We’re spilling a few secrets on things to do in Boise to act like (or at least look like) a native.
- Paella on the Patio.
Paella on the patio every Wednesday & Friday at noon.
The Basque Block is super-cool, and many Boise natives descend from this special region – even the Mayor! But every Boisean delights in lunchtime paella on The Basque Market’s patio. It happens every Wednesday and Friday at noon – but you better plan to get there by 12:15 or it will be sold out!
- Hike Table Rock.
Table Rock Trail is a hike with an awesome view just waiting for you.
A lot of locals do this every week – it’s a tradition of sorts, and when you get to the top you will see why. The most popular route climbs steeply from the Old Penitentiary parking lot to the top. It’s an old road, so it’s quite wide for the majority of its length – just keep looking up! When you get to the top, take in the stunning views of the rolling foothills and cityscapes below.
- Play under the stars.
Shakespeare Festival at the outdoor amphitheater
Any evening at the Idaho Shakespeare Festival is simply unforgettable. The stories. The intimate, river-front setting.
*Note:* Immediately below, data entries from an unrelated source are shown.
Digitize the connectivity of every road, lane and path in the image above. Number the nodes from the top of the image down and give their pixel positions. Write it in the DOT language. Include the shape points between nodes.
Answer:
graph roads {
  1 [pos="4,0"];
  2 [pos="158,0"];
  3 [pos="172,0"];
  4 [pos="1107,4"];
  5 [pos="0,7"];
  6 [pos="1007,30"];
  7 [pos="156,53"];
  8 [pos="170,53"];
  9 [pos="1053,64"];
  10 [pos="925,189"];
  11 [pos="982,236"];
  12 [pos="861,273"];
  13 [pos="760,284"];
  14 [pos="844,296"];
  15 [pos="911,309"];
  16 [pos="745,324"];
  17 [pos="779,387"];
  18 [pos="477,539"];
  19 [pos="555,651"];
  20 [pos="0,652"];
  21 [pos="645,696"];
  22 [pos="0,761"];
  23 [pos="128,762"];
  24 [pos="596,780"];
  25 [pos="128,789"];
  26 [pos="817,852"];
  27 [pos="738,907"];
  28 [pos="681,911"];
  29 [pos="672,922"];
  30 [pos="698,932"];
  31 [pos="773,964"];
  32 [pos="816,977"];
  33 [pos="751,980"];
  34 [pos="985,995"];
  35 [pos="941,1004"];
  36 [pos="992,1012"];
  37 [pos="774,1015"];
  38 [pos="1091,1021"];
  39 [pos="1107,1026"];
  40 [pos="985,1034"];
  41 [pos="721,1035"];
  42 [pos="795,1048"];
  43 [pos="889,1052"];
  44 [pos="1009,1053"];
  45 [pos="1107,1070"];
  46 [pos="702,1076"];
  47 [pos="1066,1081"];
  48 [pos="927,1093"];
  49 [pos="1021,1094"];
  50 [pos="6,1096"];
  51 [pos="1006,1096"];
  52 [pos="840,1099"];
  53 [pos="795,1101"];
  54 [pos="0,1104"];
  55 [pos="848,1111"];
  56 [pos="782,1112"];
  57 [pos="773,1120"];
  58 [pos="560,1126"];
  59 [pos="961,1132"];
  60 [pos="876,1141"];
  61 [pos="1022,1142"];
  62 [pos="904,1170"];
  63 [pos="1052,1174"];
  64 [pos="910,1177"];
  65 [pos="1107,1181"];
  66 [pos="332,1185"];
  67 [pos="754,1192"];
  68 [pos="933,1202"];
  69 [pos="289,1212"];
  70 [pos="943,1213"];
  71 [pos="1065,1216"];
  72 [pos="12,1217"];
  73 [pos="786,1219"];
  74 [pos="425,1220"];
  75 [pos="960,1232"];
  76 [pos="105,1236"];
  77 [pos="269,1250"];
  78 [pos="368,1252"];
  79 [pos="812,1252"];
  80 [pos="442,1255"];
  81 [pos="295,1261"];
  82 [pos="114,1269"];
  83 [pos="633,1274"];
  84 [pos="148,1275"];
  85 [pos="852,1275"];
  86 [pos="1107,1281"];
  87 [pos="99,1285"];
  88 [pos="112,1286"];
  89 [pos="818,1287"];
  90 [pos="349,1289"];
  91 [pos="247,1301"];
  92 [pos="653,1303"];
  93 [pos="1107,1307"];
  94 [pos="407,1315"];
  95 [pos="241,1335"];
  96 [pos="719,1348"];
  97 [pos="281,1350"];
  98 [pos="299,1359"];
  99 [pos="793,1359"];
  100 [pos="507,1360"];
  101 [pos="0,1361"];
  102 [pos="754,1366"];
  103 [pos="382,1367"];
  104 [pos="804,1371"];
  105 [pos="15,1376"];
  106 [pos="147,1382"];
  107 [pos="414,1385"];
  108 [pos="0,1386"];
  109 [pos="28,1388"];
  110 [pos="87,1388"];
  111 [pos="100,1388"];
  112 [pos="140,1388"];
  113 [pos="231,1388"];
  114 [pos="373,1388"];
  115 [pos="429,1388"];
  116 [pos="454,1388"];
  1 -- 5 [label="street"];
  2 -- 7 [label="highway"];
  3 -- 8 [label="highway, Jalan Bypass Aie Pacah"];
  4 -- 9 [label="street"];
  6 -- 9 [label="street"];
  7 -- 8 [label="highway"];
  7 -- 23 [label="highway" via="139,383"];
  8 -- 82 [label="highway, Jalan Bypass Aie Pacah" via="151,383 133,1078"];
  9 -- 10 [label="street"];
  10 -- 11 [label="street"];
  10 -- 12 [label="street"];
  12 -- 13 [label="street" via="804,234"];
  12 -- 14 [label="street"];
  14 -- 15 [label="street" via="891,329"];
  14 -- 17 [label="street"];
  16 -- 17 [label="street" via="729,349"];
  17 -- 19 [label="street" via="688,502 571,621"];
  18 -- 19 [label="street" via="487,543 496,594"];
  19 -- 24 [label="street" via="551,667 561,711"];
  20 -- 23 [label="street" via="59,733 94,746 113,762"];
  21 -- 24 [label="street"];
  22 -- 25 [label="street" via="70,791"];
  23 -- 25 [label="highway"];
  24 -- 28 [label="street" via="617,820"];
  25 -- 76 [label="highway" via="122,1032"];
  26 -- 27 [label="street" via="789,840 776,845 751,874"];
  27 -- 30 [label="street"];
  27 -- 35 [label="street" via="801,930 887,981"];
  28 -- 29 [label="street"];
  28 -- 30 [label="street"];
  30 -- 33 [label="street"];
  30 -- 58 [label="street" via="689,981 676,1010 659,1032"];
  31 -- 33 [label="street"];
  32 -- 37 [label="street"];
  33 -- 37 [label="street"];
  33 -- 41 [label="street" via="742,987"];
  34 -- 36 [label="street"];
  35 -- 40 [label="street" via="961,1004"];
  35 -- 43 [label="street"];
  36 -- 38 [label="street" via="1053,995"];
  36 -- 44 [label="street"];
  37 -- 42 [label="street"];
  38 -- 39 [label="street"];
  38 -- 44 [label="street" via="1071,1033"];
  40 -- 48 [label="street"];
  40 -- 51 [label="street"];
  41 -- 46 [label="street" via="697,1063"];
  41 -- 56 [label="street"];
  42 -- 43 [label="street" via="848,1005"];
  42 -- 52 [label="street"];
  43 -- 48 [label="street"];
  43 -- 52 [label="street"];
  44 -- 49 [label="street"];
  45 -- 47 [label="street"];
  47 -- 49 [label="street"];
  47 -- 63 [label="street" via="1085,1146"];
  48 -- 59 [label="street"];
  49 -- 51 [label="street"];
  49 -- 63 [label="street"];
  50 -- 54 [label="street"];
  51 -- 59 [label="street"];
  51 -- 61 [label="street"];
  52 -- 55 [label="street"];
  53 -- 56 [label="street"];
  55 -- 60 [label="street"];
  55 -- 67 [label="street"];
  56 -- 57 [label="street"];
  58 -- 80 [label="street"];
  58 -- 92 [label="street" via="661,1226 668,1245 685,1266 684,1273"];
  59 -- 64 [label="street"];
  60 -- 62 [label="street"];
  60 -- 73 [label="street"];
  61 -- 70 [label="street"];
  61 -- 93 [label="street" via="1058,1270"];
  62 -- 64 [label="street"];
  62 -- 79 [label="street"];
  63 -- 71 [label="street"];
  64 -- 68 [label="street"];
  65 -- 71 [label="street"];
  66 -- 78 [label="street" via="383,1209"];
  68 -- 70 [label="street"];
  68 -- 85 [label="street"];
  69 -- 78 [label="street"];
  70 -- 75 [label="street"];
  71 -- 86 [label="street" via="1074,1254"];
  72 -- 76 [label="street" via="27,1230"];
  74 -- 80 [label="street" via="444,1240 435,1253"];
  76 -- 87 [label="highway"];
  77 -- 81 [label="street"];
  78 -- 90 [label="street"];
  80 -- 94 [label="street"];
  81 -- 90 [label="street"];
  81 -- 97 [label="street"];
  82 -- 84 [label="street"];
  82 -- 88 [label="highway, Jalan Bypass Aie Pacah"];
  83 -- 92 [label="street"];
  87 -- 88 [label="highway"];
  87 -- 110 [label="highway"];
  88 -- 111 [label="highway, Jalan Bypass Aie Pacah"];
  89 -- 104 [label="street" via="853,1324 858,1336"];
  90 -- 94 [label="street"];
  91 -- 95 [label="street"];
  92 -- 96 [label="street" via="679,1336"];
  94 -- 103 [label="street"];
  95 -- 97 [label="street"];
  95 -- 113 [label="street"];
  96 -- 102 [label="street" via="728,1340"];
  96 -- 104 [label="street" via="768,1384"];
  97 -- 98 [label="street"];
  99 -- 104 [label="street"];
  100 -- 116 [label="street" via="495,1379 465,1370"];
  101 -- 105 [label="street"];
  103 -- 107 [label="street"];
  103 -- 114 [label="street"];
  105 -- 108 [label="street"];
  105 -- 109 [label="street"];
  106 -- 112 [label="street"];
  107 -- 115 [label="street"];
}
The homegrown and nationally-regarded talent. All of it. Not a fan of the Bard? No worries, only two of the company’s five seasonal productions are the work of Shakespeare. To get the full local experience, grab a bottle of Idaho wine or beer, a picnic-style meal, and show up early for the Green Show.
- Bleed Blue & Orange (if only for a day).
Celebrating at BSU’s Albertsons Stadium
Heard of the “Smurf Turf”? It’s best seen in person. If you find yourself in Boise on a Boise State University home game day, you must attend – it is an experience unto itself.
- Progressive Dinner down 8th Street.
Dessert at Fork on 8th Street
Taking a walk down 8th Street in downtown Boise gives you a real sense of the up-and-coming culinary scene. Do a progressive dinner down the block and be sure to hit some of our favorites: Fork, Alavita, Juniper and Red Feather. All of these establishments have a fierce loyalty to showcasing local products – you can’t go wrong! If you’re feeling like a nightcap afterwards, head around the corner to the Coiled Wine Bar for a sip of some of Idaho’s finest.
- Attend an event at the Idaho Botanical Garden.
Whether it’s regularly scheduled events like Winter Garden aGlow or summer’s Great Garden Escape (or the Outlaw Field Summer Concert Series with big national acts), Boiseans can’t get enough of this beautiful family-friendly garden space.
- Wine & Bike along the Boise Greenbelt.
Telaya winery on the Boise Greenbelt
This 25-mile tree-lined pathway is a mecca for locals. It goes right through the heart of the city and provides scenic views, wildlife habitat and pedestrian access to many of the popular riverside parks. Bring your bikes down to the Greenbelt (or rent from Boise GreenBike), and cruise along the path, stopping at multiple Idaho wineries along the way. Telaya, Coiled, Cinder and Split Rail are just a few located off the pathway. Cheers!
- Get in the water!
Photo courtesy of Boise Convention & Visitors Bureau
Boiseans may not live next to the ocean, but they sure know how to get wet! In addition to the always-popular fun of floating the Boise River, locals also love to SUP (stand-up paddleboard) on Quinn’s Pond, and hit the Boise Whitewater Park. Join in!
- Drink Boise beer.
You can find the Payette Brewing Company right off the Boise Greenbelt.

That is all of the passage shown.